Un secondo dopo aver pronunciato quelle parole mi resi conto di aver esclamato l’ultima parte, ed arrossii dalla vergogna, ma anche dalla rabbia di non aver saputo fare una buona impressione su Sei. Ormai ero certo che mi avrebbe smascherato seduta stante, e mi avrebbe rifatto la domanda, quando invece mormorò, fra se e se: – E così eri geloso…

Ma capii che non mi credeva, stava solo giocando con me come fa un gatto con il topo che ha catturato, appena prima di mangiarlo. Intuii che voleva aspettare, vedere quanto fosse durata la mia messa in scena, ed una volta che l’attesa fosse finita, scoprire la verità. All’epoca nessuno di noi due sapeva che quella messa in scena sarebbe durata un anno o più. Mentre la osservavo, mi resi conto che indossava abiti diversi da quelli che portava a scuola: aveva indosso un abito da sera rosso, che partiva da sotto le spalle ed in questo modo le lasciava buona parte della schiena scoperta, un nastro d’egual colore le legava i capelli, radunati a cipolla sopra la testa; le sue orecchie erano ornate di perle rosa chiaro racchiuse in una decorazione d’argento, e il filo di una collana con un pendente le scendeva verso il petto, finendo poi coperta dalla stoffa pregiata. Non avevo visione delle scarpe, ma era probabile che fossero delle scarpe con il tacco da abbinare all’abito. Le mie riflessioni sulla sua incredibile bellezza vennero interrotte da Emma, che, ad occhio e croce, era caduta nel mio trabocchetto, convinta che avessi detto la verità: – Tranquillo Gray, ora anche tu hai una famiglia – mi rassicurò infatti, ma non feci in tempo a ringraziarla che soggiunsero le ragazze, che ormai avevo già identificato come Aurora ed Anne. Dopo essersi presentate anche loro ufficialmente dissero: – Comunque Emma… credi davvero che la nostra possa essere considerata una famiglia normale? Per loro sarebbe di certo meglio non avere niente a che vedere con noi ed essere dei normali umani.

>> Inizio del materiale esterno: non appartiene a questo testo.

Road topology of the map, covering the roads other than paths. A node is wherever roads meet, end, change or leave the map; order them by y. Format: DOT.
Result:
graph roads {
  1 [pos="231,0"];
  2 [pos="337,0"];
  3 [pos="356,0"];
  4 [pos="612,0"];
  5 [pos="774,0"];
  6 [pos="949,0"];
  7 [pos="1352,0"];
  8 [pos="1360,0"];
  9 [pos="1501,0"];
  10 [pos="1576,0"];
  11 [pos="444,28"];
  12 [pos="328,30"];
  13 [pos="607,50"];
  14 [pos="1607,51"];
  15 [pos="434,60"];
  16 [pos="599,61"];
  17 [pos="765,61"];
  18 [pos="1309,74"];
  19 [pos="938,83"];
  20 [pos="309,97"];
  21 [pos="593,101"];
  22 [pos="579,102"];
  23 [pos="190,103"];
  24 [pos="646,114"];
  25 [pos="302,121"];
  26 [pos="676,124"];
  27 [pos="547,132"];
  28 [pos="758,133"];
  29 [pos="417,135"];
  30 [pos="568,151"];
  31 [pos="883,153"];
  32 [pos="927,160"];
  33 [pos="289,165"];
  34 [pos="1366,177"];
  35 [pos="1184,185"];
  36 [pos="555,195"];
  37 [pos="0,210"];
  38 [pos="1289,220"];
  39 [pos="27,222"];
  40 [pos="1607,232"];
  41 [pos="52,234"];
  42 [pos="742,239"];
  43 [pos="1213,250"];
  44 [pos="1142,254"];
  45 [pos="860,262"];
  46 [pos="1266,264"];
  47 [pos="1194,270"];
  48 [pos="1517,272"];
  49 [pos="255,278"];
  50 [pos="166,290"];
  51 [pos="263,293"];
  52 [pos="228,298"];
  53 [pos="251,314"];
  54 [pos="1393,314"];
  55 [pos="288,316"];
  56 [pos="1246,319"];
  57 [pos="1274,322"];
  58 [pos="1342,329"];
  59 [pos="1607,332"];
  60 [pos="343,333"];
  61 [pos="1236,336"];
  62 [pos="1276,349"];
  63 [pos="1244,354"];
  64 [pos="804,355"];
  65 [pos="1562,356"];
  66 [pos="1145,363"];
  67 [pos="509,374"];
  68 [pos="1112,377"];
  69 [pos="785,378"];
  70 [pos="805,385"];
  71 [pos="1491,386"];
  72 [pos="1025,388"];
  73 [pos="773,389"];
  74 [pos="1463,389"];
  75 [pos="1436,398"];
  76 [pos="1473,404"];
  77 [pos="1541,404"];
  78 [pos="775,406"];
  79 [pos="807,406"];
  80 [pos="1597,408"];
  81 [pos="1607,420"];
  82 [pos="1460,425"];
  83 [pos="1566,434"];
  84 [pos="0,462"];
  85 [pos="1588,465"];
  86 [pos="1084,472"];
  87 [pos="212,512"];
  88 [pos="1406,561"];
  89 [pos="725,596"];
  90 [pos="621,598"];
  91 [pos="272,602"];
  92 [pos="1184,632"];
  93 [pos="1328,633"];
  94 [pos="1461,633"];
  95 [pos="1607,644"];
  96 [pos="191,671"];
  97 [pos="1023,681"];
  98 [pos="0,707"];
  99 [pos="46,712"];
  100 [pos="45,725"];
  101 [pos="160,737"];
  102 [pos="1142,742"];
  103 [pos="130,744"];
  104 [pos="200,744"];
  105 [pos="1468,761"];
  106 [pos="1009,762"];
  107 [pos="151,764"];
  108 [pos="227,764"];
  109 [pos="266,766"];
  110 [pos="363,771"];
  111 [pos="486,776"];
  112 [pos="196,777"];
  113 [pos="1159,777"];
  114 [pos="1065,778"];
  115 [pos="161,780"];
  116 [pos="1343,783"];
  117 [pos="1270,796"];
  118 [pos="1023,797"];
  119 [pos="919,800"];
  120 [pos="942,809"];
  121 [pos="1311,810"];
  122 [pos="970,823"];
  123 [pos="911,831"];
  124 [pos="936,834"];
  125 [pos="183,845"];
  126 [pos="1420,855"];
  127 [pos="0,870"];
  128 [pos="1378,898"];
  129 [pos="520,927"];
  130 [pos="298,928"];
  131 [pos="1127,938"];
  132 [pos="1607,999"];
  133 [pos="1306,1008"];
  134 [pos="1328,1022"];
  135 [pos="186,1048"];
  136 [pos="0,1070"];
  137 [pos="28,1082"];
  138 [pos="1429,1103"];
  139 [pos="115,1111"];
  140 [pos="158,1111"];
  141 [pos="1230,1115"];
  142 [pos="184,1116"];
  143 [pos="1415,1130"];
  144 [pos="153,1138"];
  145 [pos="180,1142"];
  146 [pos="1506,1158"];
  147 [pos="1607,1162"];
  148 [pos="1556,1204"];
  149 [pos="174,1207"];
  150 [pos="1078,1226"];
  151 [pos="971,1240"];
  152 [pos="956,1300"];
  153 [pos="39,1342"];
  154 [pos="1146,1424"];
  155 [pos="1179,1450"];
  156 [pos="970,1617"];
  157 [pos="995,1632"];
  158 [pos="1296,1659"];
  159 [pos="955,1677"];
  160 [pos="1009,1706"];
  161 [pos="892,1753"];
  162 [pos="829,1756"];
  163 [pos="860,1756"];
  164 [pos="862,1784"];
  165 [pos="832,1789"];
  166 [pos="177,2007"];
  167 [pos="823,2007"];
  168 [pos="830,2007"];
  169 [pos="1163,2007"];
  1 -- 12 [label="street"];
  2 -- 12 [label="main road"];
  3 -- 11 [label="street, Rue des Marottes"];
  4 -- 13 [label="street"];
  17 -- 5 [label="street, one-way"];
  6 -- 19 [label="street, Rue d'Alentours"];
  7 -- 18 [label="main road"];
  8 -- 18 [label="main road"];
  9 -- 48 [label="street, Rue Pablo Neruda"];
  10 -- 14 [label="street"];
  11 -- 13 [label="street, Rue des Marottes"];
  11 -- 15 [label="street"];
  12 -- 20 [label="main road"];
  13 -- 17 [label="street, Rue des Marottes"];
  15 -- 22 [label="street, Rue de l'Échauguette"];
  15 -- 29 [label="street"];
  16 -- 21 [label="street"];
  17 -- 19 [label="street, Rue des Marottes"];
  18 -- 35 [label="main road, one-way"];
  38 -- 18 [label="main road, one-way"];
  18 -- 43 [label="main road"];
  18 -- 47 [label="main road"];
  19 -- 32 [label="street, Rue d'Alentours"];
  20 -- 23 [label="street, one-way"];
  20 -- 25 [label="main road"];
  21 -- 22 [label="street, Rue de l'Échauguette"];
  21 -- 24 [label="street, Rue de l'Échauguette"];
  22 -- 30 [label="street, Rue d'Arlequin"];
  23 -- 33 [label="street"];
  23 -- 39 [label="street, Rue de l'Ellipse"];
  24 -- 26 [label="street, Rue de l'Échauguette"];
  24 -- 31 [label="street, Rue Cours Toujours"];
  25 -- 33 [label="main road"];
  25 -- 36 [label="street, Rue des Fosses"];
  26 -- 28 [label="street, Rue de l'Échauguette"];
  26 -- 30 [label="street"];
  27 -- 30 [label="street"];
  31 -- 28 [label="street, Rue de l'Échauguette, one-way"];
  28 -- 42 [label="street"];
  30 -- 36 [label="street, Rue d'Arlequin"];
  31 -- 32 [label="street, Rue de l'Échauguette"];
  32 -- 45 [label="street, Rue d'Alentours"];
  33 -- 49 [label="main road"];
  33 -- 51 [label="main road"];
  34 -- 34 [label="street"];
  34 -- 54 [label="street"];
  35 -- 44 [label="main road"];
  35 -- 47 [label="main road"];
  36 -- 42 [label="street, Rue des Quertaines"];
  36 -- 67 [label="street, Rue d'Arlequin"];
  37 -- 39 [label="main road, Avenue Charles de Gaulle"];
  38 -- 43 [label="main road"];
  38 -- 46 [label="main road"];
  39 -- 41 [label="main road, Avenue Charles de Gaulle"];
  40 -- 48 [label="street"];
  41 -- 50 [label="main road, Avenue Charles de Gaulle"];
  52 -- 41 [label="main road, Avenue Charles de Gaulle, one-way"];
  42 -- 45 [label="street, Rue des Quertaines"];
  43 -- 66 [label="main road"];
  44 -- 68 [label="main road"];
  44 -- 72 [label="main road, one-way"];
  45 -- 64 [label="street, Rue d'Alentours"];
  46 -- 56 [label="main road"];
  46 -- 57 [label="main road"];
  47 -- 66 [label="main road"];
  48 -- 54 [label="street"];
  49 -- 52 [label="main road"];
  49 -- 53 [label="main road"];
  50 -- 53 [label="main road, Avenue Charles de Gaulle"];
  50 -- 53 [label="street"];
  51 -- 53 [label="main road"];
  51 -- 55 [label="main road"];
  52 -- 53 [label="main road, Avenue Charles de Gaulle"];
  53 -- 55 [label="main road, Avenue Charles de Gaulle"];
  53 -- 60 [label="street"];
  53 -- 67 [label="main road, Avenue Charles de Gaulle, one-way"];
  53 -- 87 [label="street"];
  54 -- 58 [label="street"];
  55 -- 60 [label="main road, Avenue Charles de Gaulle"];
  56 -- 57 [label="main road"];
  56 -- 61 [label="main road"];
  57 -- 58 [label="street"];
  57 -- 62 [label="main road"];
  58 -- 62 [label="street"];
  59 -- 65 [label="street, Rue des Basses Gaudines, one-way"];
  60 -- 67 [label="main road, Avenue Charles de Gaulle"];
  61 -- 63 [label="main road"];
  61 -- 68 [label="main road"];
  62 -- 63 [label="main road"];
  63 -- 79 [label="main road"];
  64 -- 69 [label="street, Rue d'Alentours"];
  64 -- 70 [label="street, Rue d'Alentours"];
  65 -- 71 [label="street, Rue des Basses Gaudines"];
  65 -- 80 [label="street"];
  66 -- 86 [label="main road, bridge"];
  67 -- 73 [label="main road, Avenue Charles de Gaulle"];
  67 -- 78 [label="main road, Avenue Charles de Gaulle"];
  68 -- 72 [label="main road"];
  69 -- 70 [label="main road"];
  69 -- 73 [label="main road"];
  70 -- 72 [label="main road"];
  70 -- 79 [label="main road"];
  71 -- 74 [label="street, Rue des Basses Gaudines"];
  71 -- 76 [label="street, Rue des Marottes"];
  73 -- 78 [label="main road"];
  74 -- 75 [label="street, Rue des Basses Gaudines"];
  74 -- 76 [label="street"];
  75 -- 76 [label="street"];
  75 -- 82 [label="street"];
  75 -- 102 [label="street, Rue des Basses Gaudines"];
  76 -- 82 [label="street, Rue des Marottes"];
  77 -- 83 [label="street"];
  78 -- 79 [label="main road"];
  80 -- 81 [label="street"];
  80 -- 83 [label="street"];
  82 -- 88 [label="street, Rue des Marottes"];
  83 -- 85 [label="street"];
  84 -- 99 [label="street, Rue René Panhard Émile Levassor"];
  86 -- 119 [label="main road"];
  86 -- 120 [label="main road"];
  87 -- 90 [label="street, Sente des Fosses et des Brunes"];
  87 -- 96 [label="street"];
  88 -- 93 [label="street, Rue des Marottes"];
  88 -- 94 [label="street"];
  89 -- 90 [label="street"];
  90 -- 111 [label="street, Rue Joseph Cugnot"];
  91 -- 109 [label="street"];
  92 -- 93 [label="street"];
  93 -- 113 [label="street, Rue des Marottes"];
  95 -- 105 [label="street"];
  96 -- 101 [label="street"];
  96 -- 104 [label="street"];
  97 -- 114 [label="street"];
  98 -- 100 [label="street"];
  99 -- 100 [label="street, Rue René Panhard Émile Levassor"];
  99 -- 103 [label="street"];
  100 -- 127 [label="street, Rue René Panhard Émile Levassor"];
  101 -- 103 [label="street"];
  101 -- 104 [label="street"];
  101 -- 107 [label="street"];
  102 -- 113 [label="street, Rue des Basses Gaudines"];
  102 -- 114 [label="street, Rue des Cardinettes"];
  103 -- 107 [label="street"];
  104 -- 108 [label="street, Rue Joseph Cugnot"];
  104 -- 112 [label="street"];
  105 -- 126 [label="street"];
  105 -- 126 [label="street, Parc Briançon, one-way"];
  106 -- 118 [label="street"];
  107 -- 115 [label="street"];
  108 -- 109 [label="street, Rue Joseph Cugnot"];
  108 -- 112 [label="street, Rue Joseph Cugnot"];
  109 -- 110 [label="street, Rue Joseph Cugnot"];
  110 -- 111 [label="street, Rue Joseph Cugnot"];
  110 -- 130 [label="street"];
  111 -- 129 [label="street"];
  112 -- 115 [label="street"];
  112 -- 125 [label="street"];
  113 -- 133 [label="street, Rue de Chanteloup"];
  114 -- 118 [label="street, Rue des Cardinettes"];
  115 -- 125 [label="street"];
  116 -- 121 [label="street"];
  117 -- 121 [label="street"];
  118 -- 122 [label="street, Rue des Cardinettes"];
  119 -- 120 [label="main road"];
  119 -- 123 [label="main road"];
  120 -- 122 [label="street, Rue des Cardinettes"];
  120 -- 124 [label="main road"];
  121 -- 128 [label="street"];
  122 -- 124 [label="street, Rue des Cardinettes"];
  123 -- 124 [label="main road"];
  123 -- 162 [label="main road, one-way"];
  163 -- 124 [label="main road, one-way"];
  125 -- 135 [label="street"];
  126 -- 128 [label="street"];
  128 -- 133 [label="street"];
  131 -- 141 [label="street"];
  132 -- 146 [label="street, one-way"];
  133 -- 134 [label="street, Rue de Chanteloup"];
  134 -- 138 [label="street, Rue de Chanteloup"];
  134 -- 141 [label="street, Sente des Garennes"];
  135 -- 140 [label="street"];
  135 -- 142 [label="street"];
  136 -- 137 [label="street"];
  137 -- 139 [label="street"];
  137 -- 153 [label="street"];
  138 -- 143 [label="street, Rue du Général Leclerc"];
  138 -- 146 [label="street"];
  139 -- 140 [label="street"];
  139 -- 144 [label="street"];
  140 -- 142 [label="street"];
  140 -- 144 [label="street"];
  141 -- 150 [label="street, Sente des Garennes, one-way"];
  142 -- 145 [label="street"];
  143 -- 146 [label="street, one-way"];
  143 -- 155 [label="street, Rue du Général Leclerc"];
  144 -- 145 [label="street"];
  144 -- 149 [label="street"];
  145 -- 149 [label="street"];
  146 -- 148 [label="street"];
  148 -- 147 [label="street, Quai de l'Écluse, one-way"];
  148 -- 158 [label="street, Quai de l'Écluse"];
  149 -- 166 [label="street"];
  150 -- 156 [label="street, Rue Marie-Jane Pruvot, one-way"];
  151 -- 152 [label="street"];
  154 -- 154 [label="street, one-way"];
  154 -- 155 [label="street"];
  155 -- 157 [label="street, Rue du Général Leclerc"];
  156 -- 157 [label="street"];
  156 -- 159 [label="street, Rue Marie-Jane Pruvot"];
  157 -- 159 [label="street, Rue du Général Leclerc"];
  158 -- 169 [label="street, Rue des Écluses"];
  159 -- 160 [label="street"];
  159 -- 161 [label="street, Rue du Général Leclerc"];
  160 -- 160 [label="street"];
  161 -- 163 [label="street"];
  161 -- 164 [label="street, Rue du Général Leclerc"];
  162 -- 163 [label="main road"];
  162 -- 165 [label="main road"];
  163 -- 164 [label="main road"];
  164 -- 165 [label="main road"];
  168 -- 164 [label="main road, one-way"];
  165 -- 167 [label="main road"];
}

“Credimi non scambierei questa famiglia con nessun altra, neanche per tutto l’oro dell’universo!” fu il primo pensiero che mi venne in mente, ma mi guardai bene dal pronunciarlo ad alta voce.

– Lasciamo perdere… Nadine, perché sei vestita così elegante? Neanche quando puoi girare liberamente in casa ti vesti in questo… ehm… modo particolarmente elegante. – domandò Emma, alquanto incuriosita.

– Tranquilla cagna da guardia, non sto andando ad un appuntamento romantico. Ma stasera ceno fuori, mi hanno invitata ad un gala dove sarà presente il Ministro degli Esteri, che da tempo sospetto coinvolto in un traffico di cocaina. Voglio solo fargli bere un bicchiere di troppo ed estorcergli qualche informazione, nient’altro.

– Allora ti servirà il mantello, nel caso confessi – si intromise Aurora.

– Non servirà – continuò Sei – il traffico è grande, non mi interessa la complicità del ministro, voglio i pezzi grossi. Quando li troverò ed il traffico sarà fermato, ammetto che potrei averne bisogno per aiutare la polizia con i complici rimanenti, nel caso tentassero la fuga.

Io e Sheila eravamo rimasti ad ascoltare a bocca aperta le ultime frasi di quella conversazione, senza trovare la forza per una sola domanda.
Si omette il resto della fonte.